Return each line below holding the string "Catherines".

BEGIN ENTRIES SHOWN

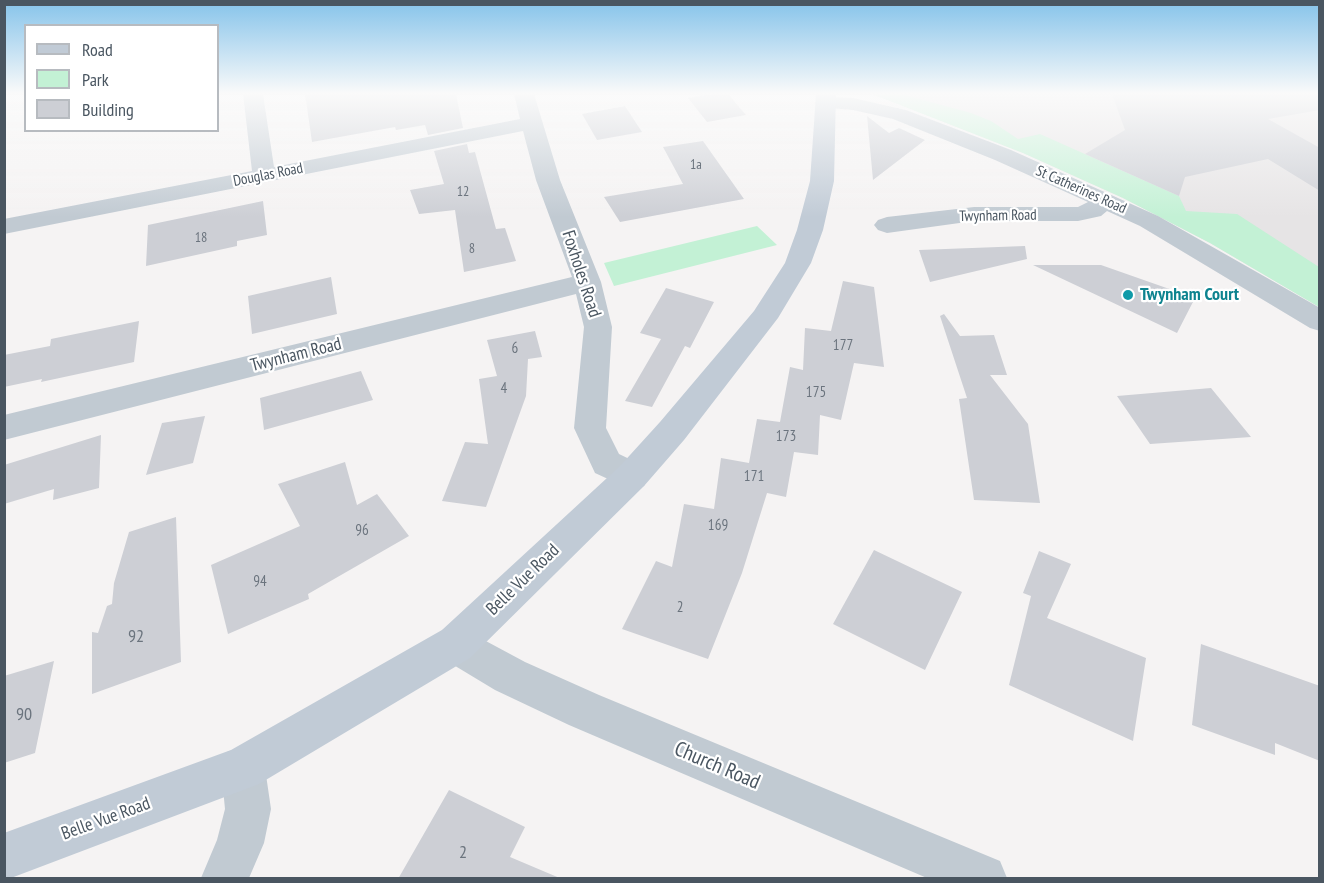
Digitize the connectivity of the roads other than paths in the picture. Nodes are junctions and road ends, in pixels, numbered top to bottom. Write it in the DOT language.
graph roads {
  1 [pos="259,135"];
  2 [pos="469,135"];
  3 [pos="535,135"];
  4 [pos="824,135"];
  5 [pos="953,135"];
  6 [pos="264,175"];
  7 [pos="1105,201"];
  8 [pos="887,225"];
  9 [pos="4,227"];
  10 [pos="587,282"];
  11 [pos="1320,321"];
  12 [pos="4,428"];
  13 [pos="632,476"];
  14 [pos="456,644"];
  15 [pos="243,768"];
  16 [pos="4,857"];
  17 [pos="225,879"];
  18 [pos="983,879"];
  1 -- 6 [label="street"];
  2 -- 6 [label="street, Douglas Road"];
  3 -- 10 [label="street, Foxholes Road"];
  4 -- 13 [label="main road, Belle Vue Road"];
  5 -- 7 [label="street, St Catherines Road"];
  6 -- 9 [label="street, Douglas Road"];
  7 -- 8 [label="street, Twynham Road"];
  7 -- 11 [label="street, St Catherines Road"];
  10 -- 12 [label="street, Twynham Road"];
  10 -- 13 [label="street, Foxholes Road"];
  13 -- 14 [label="main road, Belle Vue Road"];
  14 -- 15 [label="main road, Belle Vue Road"];
  14 -- 18 [label="street, Church Road"];
  15 -- 16 [label="main road, Belle Vue Road"];
  15 -- 17 [label="street"];
}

END ENTRIES SHOWN

- RESULT
  5 -- 7 [label="street, St Catherines Road"];
  7 -- 11 [label="street, St Catherines Road"];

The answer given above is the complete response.